Flowers that look like birds.
Birds that look like cartoons.
Wild colors, and our guide tells us the wild stories of adaptation and
survival that match. About 30 minutes in
we are delighted to see our first monkey, the creatively named White Faced Monkey
(also referred to as Capuchins). We’re
able to catch a few pictures and we are thrilled. Animal sighting, like fishing, is still very
random – some days you strike out even in the best spots. We know what a fortunate day we are having,
seeing pretty much everything we had hoped for.
That’s when our luck changed, for the even better.
We start
walking again but don’t get far. Another
monkey. And another, and more. A troop of white faced swing in, attending to
their monkey business, eating, playing, talking and general monkeying. Not far behind, a group of Spider Monkeys
enter the scene. Andreas explains that
that these groups being together is highly unusual and probably a territory
dispute. It’s nothing shy of a monkey
party right over our heads and it goes on for 20 minutes. We’re able to get great pictures, amazing
videos and just stand and appreciate the spectacle.
Party over,
we continue on, seeing owls and bats, rare and common birds of all colors. The bridge crossings are beautiful, swinging
bridges suspended by steel cables, bouncy as you walk, with great panoramic
views of valleys created by the river below.
Andreas stops once more. Looking
up we see the big brown Howler monkey. Horse
racing has the trifecta. Hockey has the
hat trick. We’ve just scored the Triple
Lindy of Costa Rican hikes, seeing all three types of monkeys in a single
outing. We see more leaf cutter ants and
each time we hear more about them, the more fascinated we are. Andres picks up one of the tiny ants to give
us a demonstration of their strength. He
holds a thick leaf the size of my head in front of the ant and the ant instinctively
grabs on, holding the object many hundreds of times its body weight. It’s no wonder so many scientists devote
their entire careers to these little buggers.
The tour
ends and we head for lunch at Restaurante Tiquicia, a local favorite. We are greeted by Jose, the owner, who
welcomes us warmly to the open-air space.

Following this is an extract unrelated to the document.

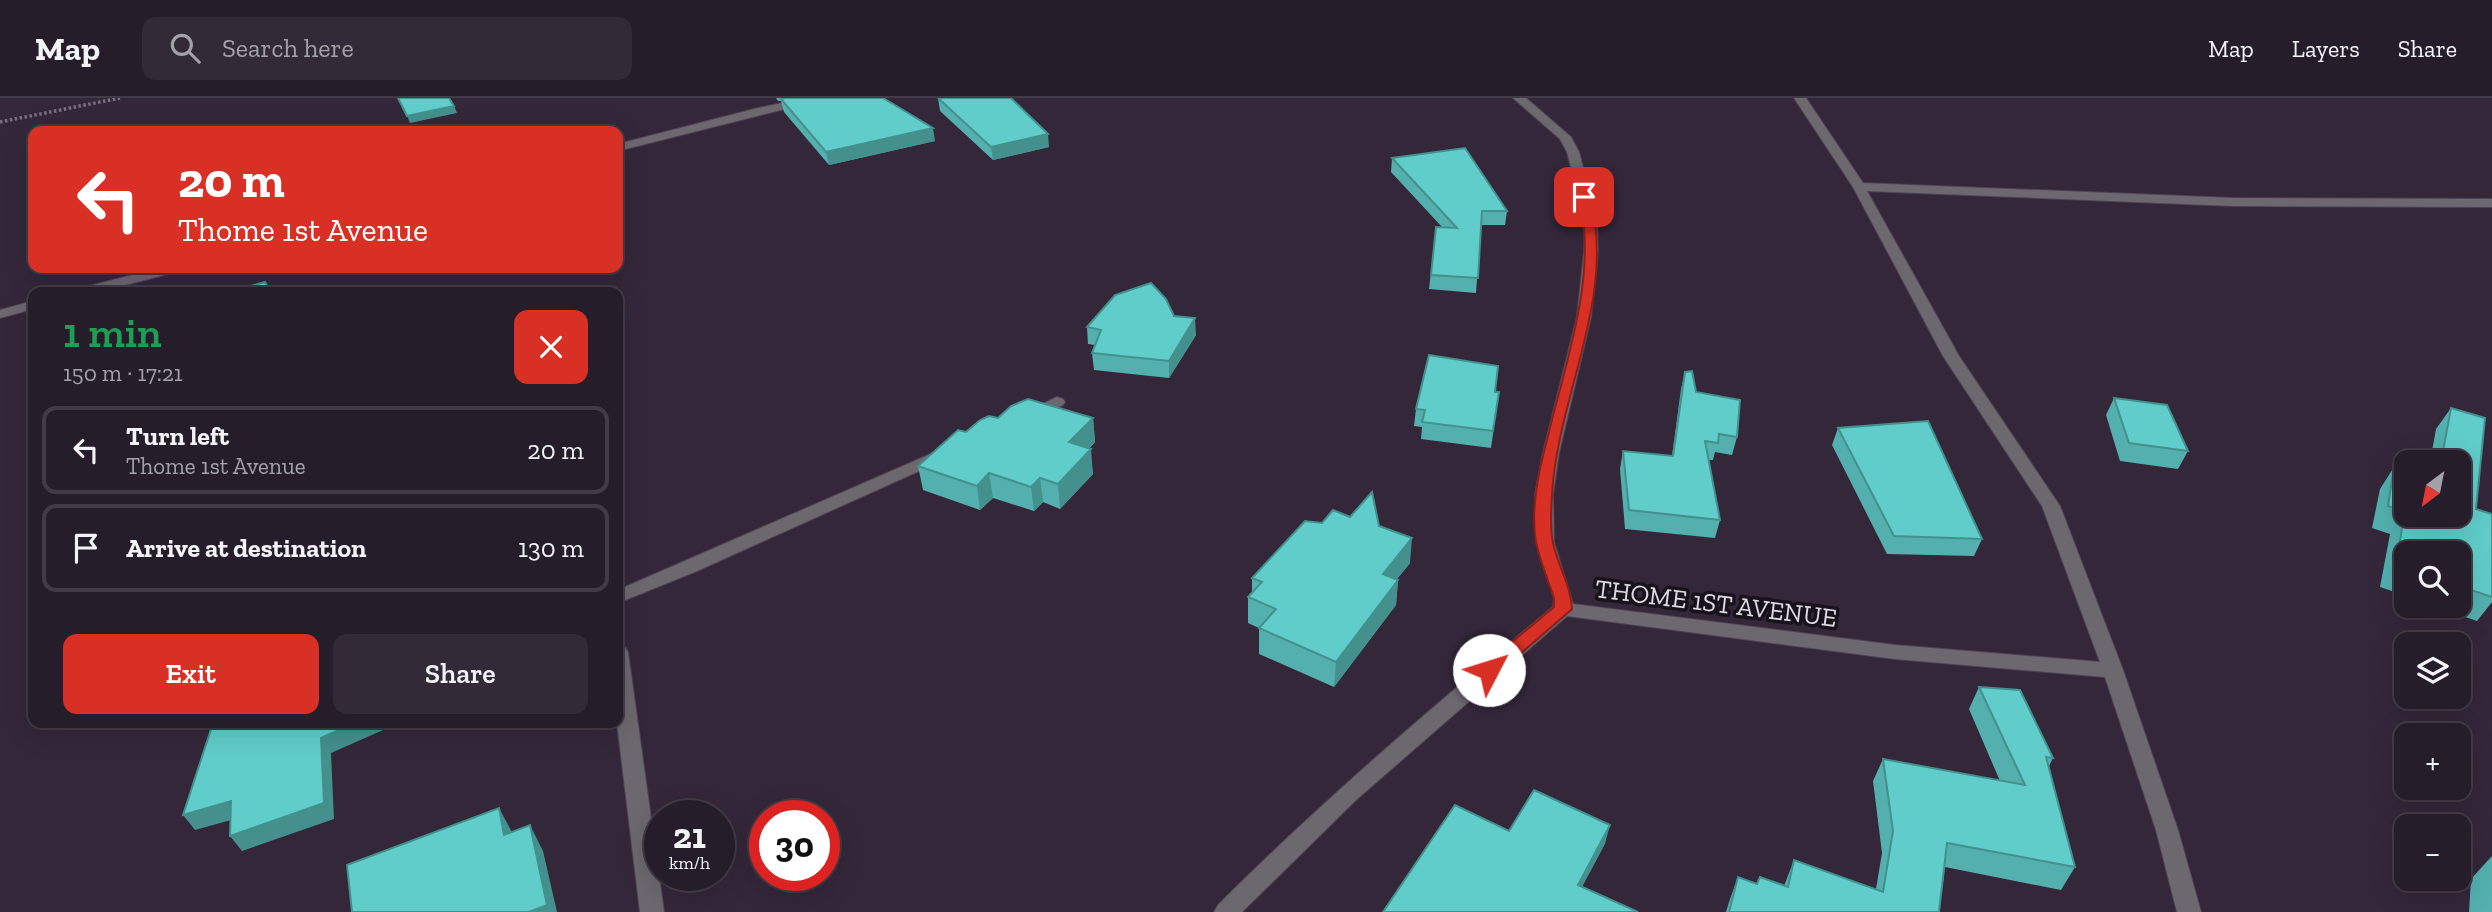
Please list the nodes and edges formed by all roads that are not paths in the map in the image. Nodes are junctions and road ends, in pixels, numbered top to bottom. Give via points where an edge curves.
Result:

We go “dealers-choice” for drinks, letting him bring whatever he
chooses. I get a colorful drink with rum
and fresh squeezed fruit. Mandy is
served a Costa Rican Margarita, replete with an entire Imperial, the national
beer. It’s bigger then her, but she’s
inspired by the ants and muscles through.
Jose suggests the steak, gesturing to the pasture out back, and we add
the ceviche, local seafood chopped onto small bites, cooked only by marinating
in lime juice and finished with local spices.
Both dishes are expertly prepared and served beautifully and simply. Jose is another warm and genuine soul, taking
time to tell us about his restaurant, community and country.
Headed back
to the hotel, we stop for a roadside massage.
Spa Arestetio seems to exist in a converted house part enclosed, part open
air and all informal. It’s empty when we
walk in and we’re asked to wait a few minutes.
The owner calls two masseuses who apparently drive from home and arrive
quickly. For a mere $35 per person, our
sore muscles are expertly attended to for an entire hour including a mud
facial. (Spoiler Alert: the images below contain no images of me a towel and mudface,
so you’re just going to have to imagine that part.) The leave with that happy-buzzy-stoney
feeling one has after a good massage.
Back at the
ranch, we are greeted with the Happy Birthday treatment by housekeeping (I
musta checked the “special occasion” box when booking. I pretty much always do…) On the floor of our room, a big mock birthday
cake made of towel origami and roses, a line of rose pedals and river rock and Feliz Cumpleanos! They were the most delicious towels we ever
ate. Dinner on property at Amor Loco,
the stylish gourmet restaurant featuring purple velvet sofas and a small
stage. Tonight’s act features a guitar player
with a looper and a violinist doing great renditions of classic rock favorites. Craziest interpretation of Pink Floyd we have
ever heard. We fall asleep happily to
the thoughts of the countless gifts Costa Rica has given us today.